• Action item: From the data below, return all lines holding the string "roads".

------------------------

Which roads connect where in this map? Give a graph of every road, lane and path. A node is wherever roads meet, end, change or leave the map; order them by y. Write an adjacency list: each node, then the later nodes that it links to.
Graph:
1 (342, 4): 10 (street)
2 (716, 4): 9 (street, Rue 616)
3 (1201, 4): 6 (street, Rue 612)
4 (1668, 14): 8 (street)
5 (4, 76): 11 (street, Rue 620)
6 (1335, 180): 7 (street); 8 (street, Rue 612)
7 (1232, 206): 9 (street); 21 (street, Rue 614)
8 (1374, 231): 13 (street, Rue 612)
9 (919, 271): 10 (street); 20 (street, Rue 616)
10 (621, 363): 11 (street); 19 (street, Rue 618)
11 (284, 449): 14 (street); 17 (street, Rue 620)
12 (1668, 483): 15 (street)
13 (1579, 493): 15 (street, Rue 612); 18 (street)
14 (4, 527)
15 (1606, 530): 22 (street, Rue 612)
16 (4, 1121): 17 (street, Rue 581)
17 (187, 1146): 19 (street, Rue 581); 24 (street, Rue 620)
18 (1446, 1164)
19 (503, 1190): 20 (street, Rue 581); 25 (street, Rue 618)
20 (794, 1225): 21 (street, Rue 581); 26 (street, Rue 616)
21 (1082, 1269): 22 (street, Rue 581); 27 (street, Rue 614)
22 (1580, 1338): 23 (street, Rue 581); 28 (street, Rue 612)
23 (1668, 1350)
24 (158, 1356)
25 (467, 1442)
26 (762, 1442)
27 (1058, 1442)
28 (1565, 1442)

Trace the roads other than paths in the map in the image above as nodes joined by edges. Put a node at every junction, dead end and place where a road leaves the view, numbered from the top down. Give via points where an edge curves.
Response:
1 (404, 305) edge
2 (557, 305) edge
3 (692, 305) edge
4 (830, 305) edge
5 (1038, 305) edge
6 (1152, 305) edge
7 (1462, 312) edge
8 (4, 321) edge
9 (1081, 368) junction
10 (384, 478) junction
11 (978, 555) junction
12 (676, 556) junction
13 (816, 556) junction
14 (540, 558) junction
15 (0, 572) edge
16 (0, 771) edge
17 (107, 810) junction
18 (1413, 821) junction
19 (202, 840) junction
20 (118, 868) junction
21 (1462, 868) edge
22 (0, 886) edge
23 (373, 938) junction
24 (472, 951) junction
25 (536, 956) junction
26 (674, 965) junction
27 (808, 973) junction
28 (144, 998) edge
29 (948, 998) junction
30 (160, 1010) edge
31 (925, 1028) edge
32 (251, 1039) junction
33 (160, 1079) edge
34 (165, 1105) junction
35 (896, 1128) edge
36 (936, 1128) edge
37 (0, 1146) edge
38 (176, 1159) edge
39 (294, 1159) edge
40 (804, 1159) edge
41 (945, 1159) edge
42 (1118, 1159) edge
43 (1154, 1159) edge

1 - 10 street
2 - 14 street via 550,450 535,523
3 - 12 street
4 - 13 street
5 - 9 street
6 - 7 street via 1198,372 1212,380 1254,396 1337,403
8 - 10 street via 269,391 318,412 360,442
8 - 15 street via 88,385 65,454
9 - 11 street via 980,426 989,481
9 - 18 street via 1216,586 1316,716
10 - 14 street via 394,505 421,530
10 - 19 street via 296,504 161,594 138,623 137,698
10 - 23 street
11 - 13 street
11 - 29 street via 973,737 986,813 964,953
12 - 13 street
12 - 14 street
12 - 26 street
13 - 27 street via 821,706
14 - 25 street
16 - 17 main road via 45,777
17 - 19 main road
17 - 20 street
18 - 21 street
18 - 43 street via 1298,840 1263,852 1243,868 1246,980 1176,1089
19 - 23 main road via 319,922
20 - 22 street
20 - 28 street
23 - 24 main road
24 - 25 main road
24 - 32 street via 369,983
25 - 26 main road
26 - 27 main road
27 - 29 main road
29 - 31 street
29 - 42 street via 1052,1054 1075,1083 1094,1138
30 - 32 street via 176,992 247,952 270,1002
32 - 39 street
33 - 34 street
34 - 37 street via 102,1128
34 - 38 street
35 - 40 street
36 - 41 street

------------------------

• Expected answer:
Which roads connect where in this map? Give a graph of every road, lane and path. A node is wherever roads meet, end, change or leave the map; order them by y. Write an adjacency list: each node, then the later nodes that it links to.
Trace the roads other than paths in the map in the image above as nodes joined by edges. Put a node at every junction, dead end and place where a road leaves the view, numbered from the top down. Give via points where an edge curves.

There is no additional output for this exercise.